EXERCISE REQUIREMENTS.
Only the lines containing the string "points" are needed; copy all of them from the listing.
◆ ◆ ◆ ◆ ◆
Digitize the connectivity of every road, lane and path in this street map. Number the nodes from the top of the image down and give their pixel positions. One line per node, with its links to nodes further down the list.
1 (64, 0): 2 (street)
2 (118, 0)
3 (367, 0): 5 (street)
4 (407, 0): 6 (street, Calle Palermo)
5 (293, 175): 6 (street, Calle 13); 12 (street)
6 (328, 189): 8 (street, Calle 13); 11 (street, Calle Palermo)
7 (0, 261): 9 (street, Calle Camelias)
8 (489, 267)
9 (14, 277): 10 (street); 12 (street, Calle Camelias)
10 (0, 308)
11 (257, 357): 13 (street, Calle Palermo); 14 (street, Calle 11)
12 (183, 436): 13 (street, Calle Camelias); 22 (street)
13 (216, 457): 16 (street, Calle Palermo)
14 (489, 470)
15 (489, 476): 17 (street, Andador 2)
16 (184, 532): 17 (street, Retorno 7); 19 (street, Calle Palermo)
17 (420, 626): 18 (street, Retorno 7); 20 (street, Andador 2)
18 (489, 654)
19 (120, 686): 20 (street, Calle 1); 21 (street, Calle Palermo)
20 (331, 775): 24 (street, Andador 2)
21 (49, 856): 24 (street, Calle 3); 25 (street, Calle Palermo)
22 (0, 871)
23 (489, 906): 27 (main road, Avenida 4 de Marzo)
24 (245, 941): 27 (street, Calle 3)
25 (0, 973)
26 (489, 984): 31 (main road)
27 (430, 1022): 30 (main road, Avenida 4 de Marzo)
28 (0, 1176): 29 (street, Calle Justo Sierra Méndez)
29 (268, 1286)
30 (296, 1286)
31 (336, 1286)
◆ ◆ ◆ ◆ ◆
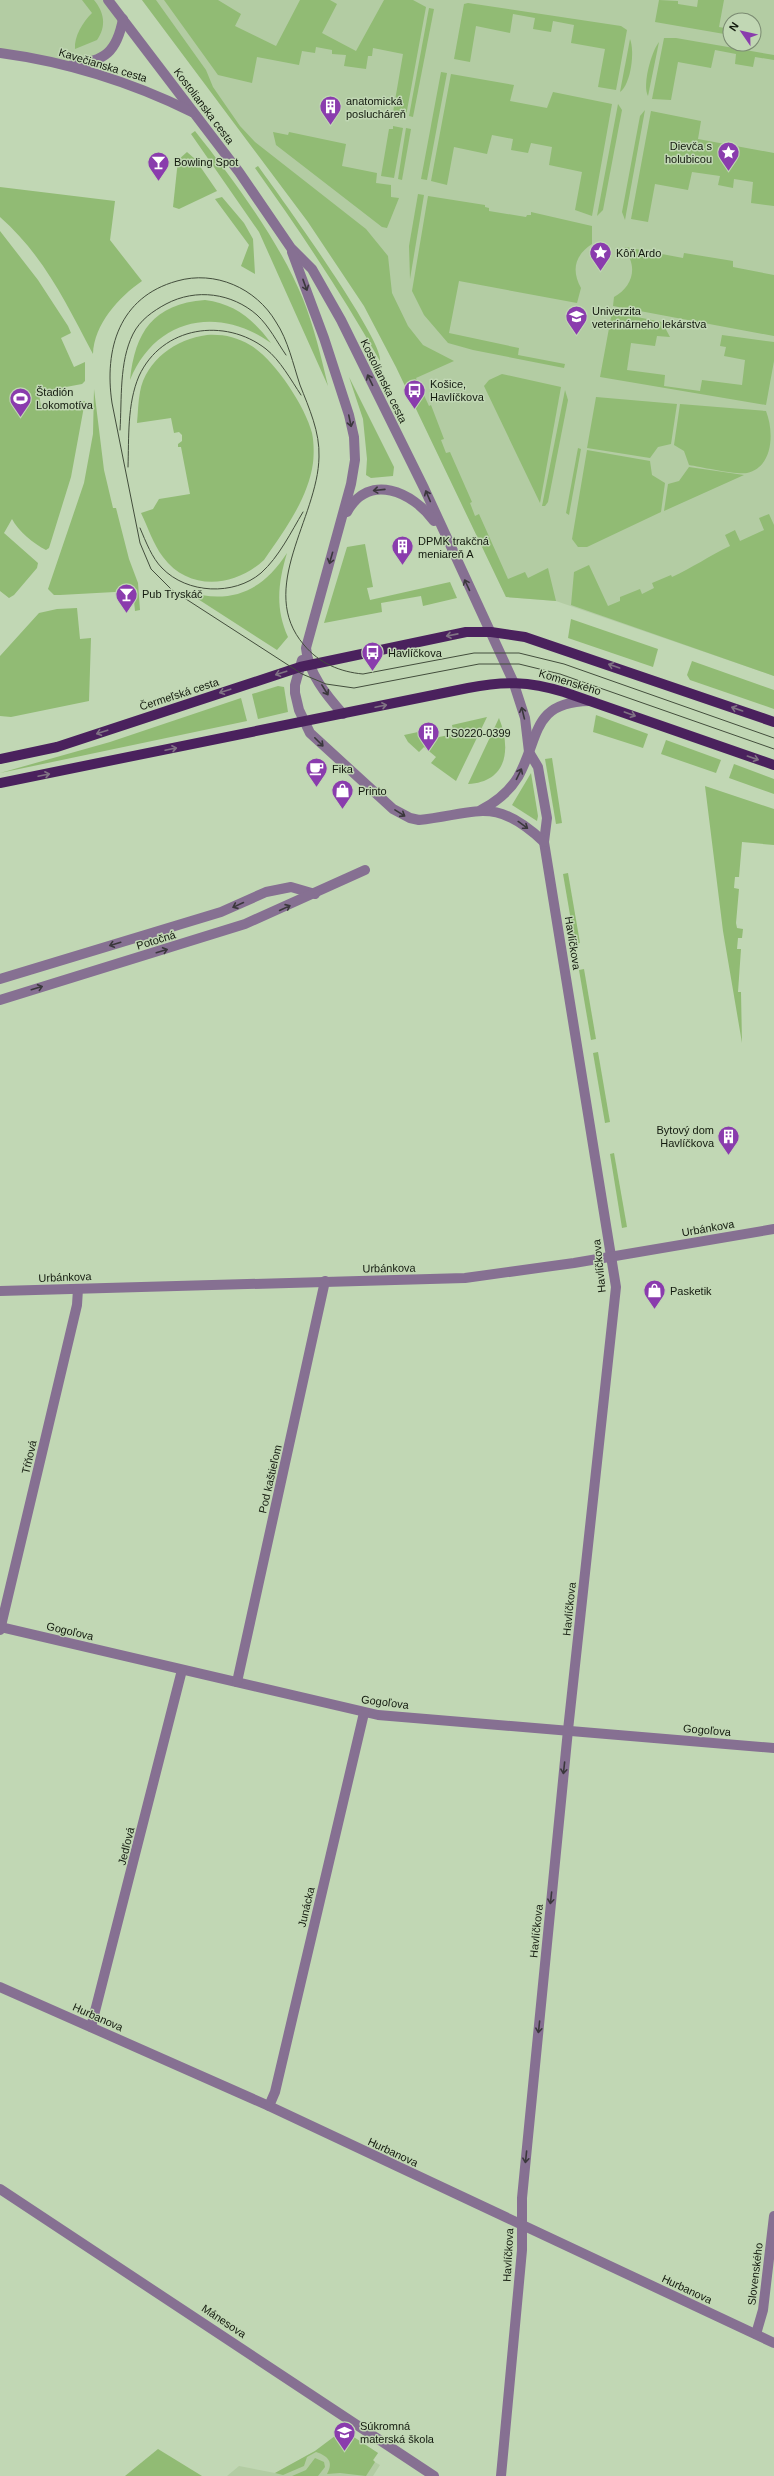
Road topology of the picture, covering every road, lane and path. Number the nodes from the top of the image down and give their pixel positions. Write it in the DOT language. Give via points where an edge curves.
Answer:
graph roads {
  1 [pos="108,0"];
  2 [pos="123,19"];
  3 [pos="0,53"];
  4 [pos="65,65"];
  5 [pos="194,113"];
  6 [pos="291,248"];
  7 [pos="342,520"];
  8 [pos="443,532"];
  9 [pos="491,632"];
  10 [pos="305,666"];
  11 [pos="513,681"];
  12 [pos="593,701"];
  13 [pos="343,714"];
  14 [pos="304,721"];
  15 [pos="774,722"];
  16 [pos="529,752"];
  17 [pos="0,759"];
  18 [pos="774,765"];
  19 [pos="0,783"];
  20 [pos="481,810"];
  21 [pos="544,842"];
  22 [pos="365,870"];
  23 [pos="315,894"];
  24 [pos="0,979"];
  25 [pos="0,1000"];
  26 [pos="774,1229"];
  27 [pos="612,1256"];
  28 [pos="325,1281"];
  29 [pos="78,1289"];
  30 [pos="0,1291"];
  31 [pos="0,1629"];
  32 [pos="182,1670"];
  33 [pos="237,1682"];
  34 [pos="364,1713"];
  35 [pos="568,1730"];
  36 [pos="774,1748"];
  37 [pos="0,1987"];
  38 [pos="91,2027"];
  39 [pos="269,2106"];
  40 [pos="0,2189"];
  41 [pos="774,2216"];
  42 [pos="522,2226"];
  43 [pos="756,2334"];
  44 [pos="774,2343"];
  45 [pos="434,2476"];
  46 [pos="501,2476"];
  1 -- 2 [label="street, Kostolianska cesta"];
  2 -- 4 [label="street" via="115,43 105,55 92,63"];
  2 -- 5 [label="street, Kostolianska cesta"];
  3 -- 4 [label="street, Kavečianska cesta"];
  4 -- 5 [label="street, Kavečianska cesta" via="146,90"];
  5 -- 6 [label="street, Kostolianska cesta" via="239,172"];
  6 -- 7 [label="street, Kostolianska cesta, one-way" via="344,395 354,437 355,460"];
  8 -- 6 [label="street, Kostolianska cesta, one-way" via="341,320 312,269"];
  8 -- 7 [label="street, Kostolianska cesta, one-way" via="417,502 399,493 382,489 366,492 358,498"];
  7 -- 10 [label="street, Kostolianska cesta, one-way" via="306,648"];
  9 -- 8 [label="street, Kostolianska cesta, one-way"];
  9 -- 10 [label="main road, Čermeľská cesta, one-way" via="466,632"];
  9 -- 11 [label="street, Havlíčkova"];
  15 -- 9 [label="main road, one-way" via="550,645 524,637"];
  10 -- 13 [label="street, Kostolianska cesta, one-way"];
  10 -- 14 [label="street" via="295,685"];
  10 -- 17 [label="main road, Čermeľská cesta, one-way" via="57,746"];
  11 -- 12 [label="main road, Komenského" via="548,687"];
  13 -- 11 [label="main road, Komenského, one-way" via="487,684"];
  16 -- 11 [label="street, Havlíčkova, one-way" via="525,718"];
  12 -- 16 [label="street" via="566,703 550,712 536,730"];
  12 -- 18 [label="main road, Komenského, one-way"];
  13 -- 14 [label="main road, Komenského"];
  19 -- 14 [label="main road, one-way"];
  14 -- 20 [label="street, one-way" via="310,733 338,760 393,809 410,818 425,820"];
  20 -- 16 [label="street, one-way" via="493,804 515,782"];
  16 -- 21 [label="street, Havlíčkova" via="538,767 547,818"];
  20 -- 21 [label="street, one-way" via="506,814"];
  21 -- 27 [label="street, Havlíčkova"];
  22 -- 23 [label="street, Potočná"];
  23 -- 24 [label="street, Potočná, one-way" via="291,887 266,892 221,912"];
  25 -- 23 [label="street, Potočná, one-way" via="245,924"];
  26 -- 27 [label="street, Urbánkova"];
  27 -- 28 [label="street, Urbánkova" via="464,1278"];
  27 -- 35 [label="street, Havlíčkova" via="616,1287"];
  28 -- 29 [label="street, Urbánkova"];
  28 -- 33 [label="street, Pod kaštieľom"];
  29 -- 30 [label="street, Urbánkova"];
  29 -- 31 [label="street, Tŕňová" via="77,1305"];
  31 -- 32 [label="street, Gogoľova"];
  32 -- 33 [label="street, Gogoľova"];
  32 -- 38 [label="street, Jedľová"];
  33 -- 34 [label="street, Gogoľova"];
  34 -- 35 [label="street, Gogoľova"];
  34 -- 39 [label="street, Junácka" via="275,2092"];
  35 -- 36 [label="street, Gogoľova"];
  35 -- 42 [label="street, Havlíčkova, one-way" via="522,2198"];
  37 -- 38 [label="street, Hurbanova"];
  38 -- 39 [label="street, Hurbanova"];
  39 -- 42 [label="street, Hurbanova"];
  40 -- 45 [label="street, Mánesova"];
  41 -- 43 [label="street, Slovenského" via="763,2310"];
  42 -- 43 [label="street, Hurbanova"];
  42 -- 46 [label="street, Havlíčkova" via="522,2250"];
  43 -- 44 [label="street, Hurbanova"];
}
◆ ◆ ◆ ◆ ◆
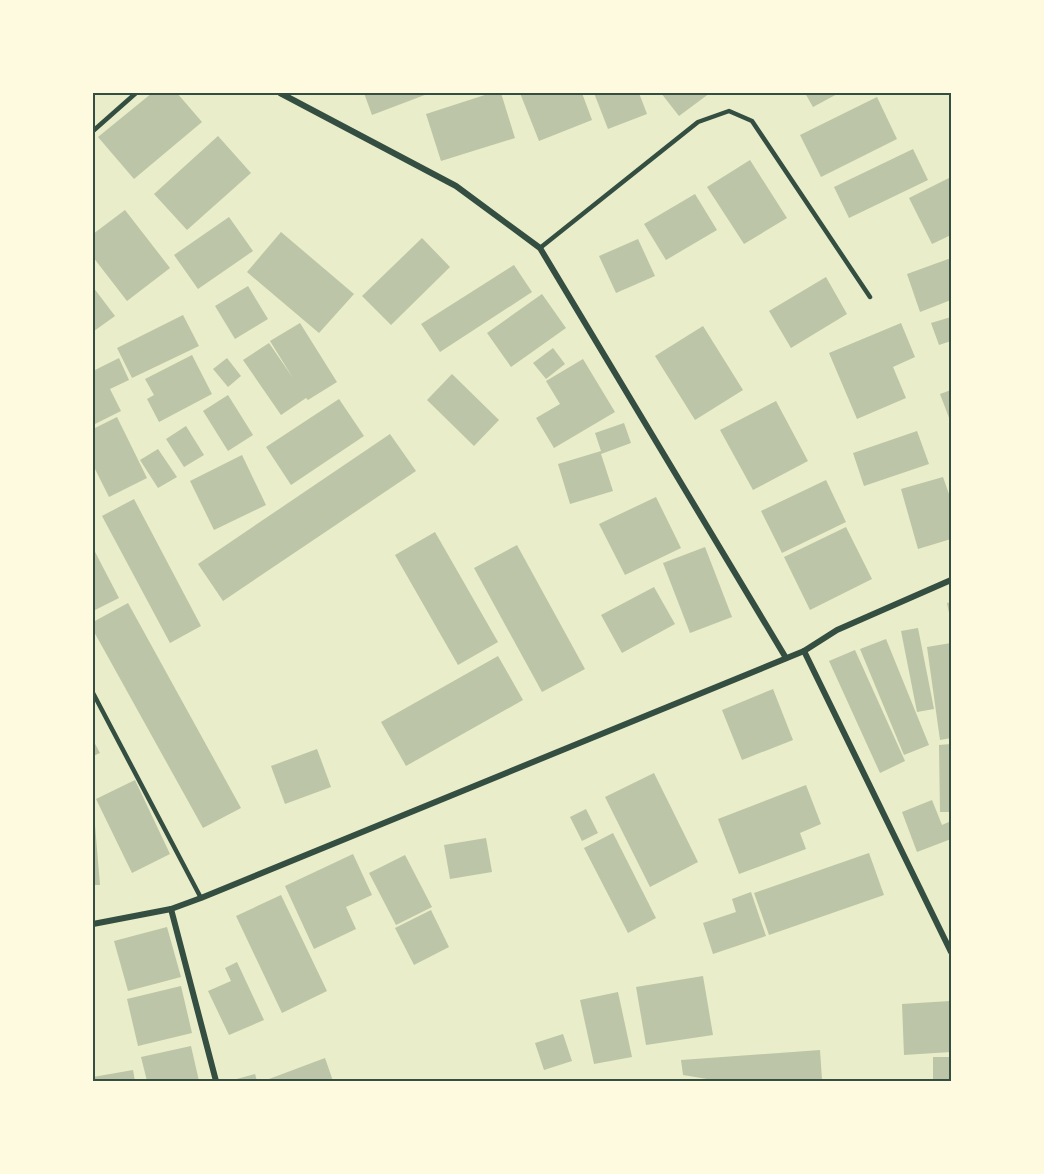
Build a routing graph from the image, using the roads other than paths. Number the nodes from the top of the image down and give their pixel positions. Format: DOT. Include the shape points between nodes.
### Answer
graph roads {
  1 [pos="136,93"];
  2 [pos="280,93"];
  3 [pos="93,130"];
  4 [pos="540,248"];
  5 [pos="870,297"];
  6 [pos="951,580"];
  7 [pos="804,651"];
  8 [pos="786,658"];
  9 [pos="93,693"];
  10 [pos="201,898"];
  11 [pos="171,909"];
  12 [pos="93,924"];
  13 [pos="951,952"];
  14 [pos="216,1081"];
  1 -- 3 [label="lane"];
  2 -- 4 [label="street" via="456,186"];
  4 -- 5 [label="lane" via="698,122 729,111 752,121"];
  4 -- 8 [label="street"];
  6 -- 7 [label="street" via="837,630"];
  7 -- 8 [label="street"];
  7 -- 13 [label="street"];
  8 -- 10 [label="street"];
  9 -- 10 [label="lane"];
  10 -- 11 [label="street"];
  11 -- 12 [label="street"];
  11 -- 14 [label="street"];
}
◆ ◆ ◆ ◆ ◆
RESPONSE.
Road topology of the picture, covering every road, lane and path. Number the nodes from the top of the image down and give their pixel positions. Write it in the DOT language. Give via points where an edge curves.
Build a routing graph from the image, using the roads other than paths. Number the nodes from the top of the image down and give their pixel positions. Format: DOT. Include the shape points between nodes.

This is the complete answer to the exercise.